The asparagus beetle and the spotted asparagus beetle are both common pests of asparagus. The asparagus beetle is the more significant pest.
Both beetles are of similar size with adults approximately 8mm long. However, there are tremendous differences in coloration between all life stages except the pupa.
Asparagus beetle Eggs for the asparagus beetle are oval shaped, dark brown, about 1.5 mm long. Eggs are usually found in groups of 3 to 8 oriented in a row and attached by one end to the host plant. Eggs of the asparagus beetle are most commonly found on the spear. The larvae of the asparagus beetle are dark gray with a black head. Pupa are in a light yellow silken cocoon. The adult asparagus beetle has a black body with a metallic blue head. On each wing cover there are three rectangular metallic yellow spots that frequently have red markings along the margin.
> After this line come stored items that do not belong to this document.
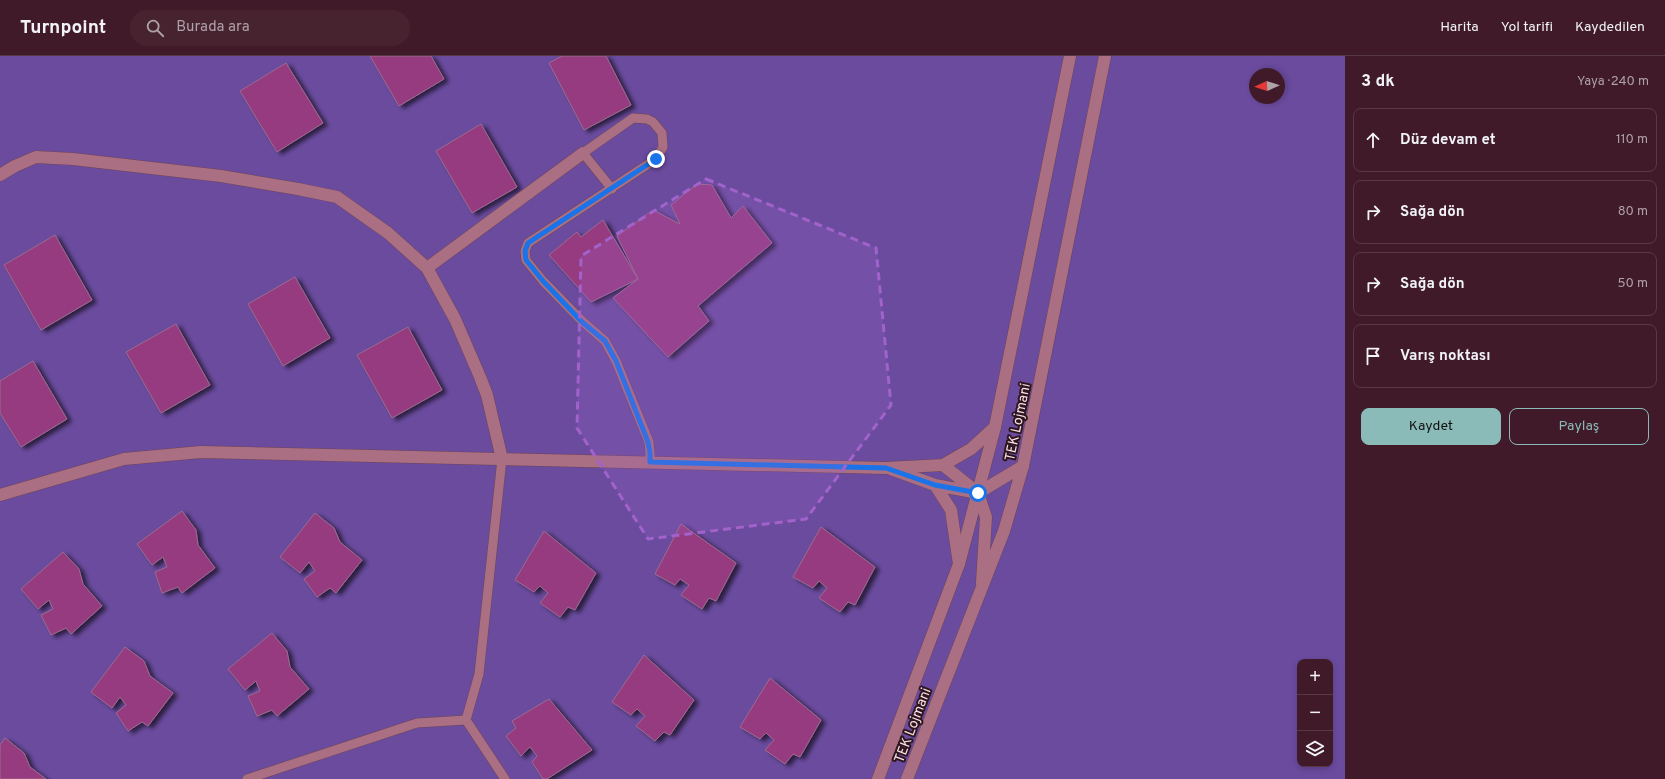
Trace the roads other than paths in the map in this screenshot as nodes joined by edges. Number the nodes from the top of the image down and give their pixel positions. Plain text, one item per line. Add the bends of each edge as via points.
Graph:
1 (1070, 56) edge
2 (1105, 56) edge
3 (583, 153) junction
4 (0, 174) edge
5 (612, 189) junction
6 (427, 268) junction
7 (995, 427) junction
8 (502, 459) junction
9 (650, 462) junction
10 (943, 465) junction
11 (1023, 466) junction
12 (886, 468) junction
13 (935, 485) junction
14 (978, 493) junction
15 (0, 495) edge
16 (960, 564) junction
17 (982, 587) junction
18 (466, 720) junction
19 (247, 779) edge
20 (505, 779) edge
21 (878, 779) edge
22 (908, 779) edge

1 - 7 street, TEK Lojmani
2 - 11 street, TEK Lojmani
3 - 5 lane
3 - 5 lane via 633,118 647,119 658,127 663,140 656,159
3 - 6 street
4 - 6 street via 36,157 73,159 221,176 337,197 388,233
5 - 9 lane via 528,243 525,255 526,260 560,301 605,341 616,361 648,442
6 - 8 street via 455,319 487,394
7 - 10 street via 971,449
7 - 14 street, TEK Lojmani
8 - 9 street
8 - 15 street via 201,452 124,459
8 - 18 lane via 479,674
9 - 12 street
10 - 12 street
10 - 14 street
11 - 14 street
11 - 17 street, TEK Lojmani via 1004,531
12 - 13 street
13 - 14 street
13 - 16 street via 951,510
14 - 16 street, TEK Lojmani
14 - 17 street via 986,517
16 - 21 street, TEK Lojmani
17 - 22 street, TEK Lojmani
18 - 19 lane via 417,723
18 - 20 lane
Spotted asparagus beetle Eggs from the spotted asparagus beetle are green and oviposited singularly. Eggs are oval shaped and attached to the host plant by the side. Eggs of the spotted asparagus beetle are most commonly found on the fern. Larvae are cream colored with a light brown head and will most frequently be found inside the berry on female plants. Pupa are light yellow in a silken cocoon. Adult spotted asparagus beetles are orange with 6 black spots on each wing cover.
Both the asparagus beetle and spotted asparagus beetle overwinter as adults and begin feeding immediately following emergence. The asparagus beetle emerges slightly earlier than the spotted asparagus beetle. Oviposition begins approximately a week after emergence. While both adults feed on the spear, the placement of oviposition differs. The asparagus beetle oviposts on the spear in rows of 3 to 8 eggs while the spotted asparagus beetle oviposits eggs singularly on the fern. For both species larval feeding lasts for 10-14 days and 4 instars. Asparagus beetle larvae feed on the spear while spotted asparagus beetle will burrow into the berry. Mature larvae crawl to the ground and burrow within the soil where they spin a silken cocoon in which to pupate. In Pennsylvania it is common to have two generations a year.
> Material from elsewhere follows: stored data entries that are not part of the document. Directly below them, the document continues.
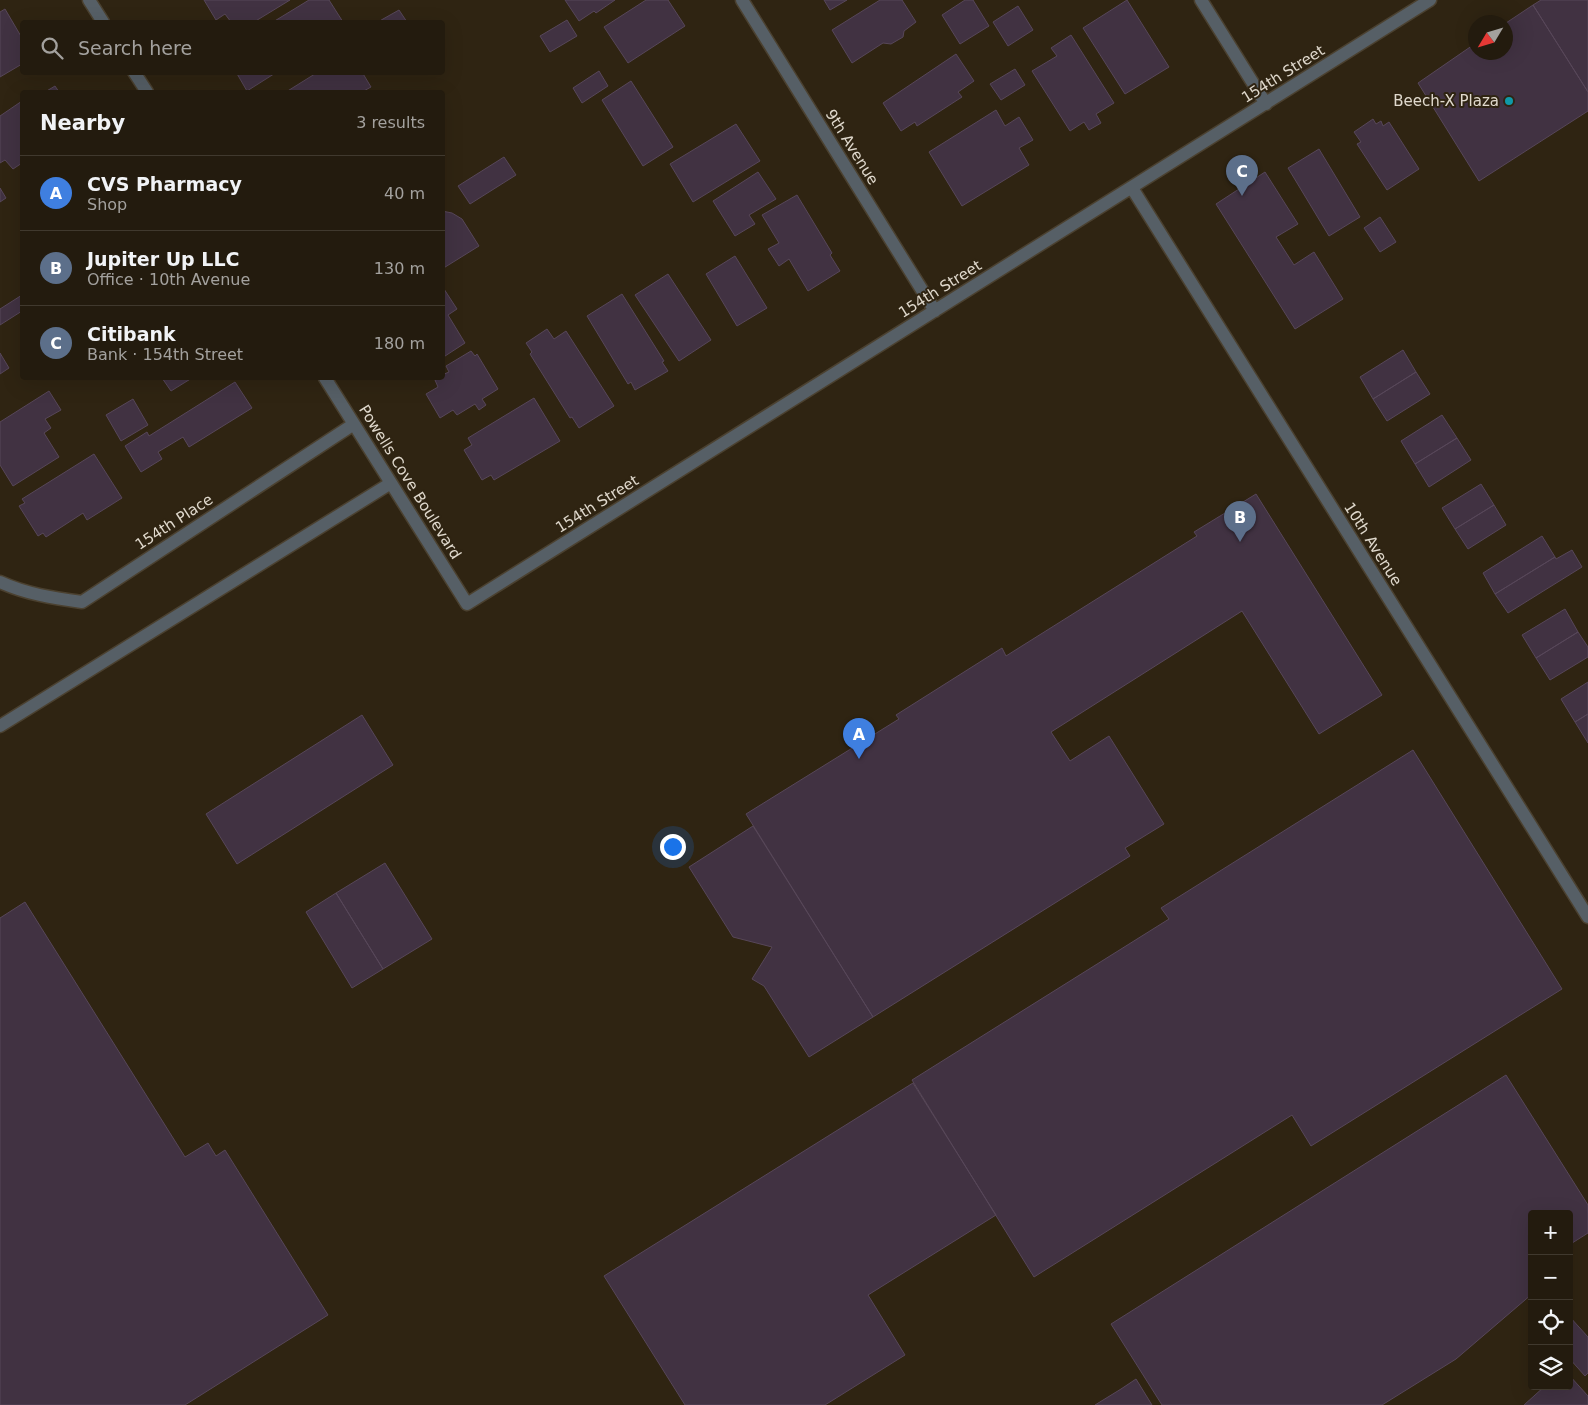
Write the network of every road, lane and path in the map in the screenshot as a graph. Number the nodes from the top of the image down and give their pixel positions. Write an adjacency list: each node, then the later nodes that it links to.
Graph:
1 (89, 0): 5 (street)
2 (742, 0): 10 (street, 9th Avenue)
3 (1202, 0): 8 (street)
4 (1430, 0): 8 (street, 154th Street)
5 (102, 20)
6 (136, 75): 7 (street)
7 (146, 90)
8 (1266, 104): 9 (street, 154th Street)
9 (1132, 188): 10 (street, 154th Street); 17 (street, 10th Avenue)
10 (935, 311): 15 (street, 154th Street)
11 (326, 380): 12 (street, Powells Cove Boulevard)
12 (354, 424): 13 (street, Powells Cove Boulevard); 14 (street, 154th Place)
13 (391, 483): 15 (street, Powells Cove Boulevard); 16 (street)
14 (0, 582)
15 (467, 604)
16 (0, 726)
17 (1588, 916)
The asparagus beetle damages asparagus in a number of ways. Adults and larvae feed on the tips and spears giving them a scarred appearance. Frass from both of these stages can stain the spear and oviposition on the spear can make them very unappealing. Any of the above deformities on spears can make them unmarketable.
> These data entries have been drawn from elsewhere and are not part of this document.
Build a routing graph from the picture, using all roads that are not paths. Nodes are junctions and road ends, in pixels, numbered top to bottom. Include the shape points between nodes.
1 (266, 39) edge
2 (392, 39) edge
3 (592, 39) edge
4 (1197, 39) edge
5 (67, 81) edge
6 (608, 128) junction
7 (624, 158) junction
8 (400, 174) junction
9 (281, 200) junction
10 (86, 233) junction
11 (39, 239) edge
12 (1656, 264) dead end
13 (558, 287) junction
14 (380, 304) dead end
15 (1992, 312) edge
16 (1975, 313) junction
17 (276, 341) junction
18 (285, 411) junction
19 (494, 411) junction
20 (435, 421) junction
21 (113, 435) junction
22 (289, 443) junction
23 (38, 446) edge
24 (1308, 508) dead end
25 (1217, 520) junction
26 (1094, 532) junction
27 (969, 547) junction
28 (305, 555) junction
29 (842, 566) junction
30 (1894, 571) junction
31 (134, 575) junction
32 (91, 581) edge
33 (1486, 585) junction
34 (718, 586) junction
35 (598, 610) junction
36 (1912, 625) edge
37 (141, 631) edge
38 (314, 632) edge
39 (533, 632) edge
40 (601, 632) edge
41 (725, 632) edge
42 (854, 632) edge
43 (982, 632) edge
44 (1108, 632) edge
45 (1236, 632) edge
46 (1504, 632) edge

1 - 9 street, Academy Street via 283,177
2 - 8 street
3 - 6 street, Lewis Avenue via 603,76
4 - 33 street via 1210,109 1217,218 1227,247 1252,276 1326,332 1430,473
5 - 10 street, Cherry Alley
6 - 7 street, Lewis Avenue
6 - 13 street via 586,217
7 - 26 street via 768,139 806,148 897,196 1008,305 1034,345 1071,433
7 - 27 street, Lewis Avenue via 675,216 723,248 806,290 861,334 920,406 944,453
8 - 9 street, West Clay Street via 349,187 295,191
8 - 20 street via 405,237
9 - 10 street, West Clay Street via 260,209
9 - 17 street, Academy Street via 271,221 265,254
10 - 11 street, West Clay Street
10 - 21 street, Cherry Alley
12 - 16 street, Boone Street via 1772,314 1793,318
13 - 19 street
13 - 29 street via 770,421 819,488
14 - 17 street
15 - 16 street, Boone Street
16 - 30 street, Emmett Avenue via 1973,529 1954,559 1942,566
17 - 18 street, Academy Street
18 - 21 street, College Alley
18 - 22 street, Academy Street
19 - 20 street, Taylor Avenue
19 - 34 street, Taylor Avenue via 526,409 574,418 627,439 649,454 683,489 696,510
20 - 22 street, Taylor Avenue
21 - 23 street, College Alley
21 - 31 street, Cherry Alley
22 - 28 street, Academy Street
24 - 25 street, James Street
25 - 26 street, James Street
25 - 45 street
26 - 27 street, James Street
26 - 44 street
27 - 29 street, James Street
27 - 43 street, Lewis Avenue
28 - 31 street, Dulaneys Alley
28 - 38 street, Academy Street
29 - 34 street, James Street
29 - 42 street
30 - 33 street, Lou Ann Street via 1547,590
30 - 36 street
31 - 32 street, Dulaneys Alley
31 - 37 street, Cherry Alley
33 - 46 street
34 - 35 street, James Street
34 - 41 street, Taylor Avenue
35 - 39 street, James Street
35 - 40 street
Larvae of the spotted asparagus beetle feed on the berry of the female plant. For this reason infestations of the spotted asparagus beetle are less damaging than the asparagus beetle for fresh market and processing asparagus. However, the spotted asparagus beetle can be a major pest in seed production fields.
In small patches handpicking can control asparagus beetles. A method for larval control in small gardens is to brush the plants with a broom. This has the effect of knocking the larvae to the ground. The larvae have difficulty reclaiming the plant and will often expire on the ground.
Pesticides are poisonous. Read and follow directions and safety precautions on labels. Handle carefully and store in original labeled containers out of the reach of children, pets, and livestock. Dispose of empty containers right away, in a safe manner and place. Do not contaminate forage, streams, or ponds.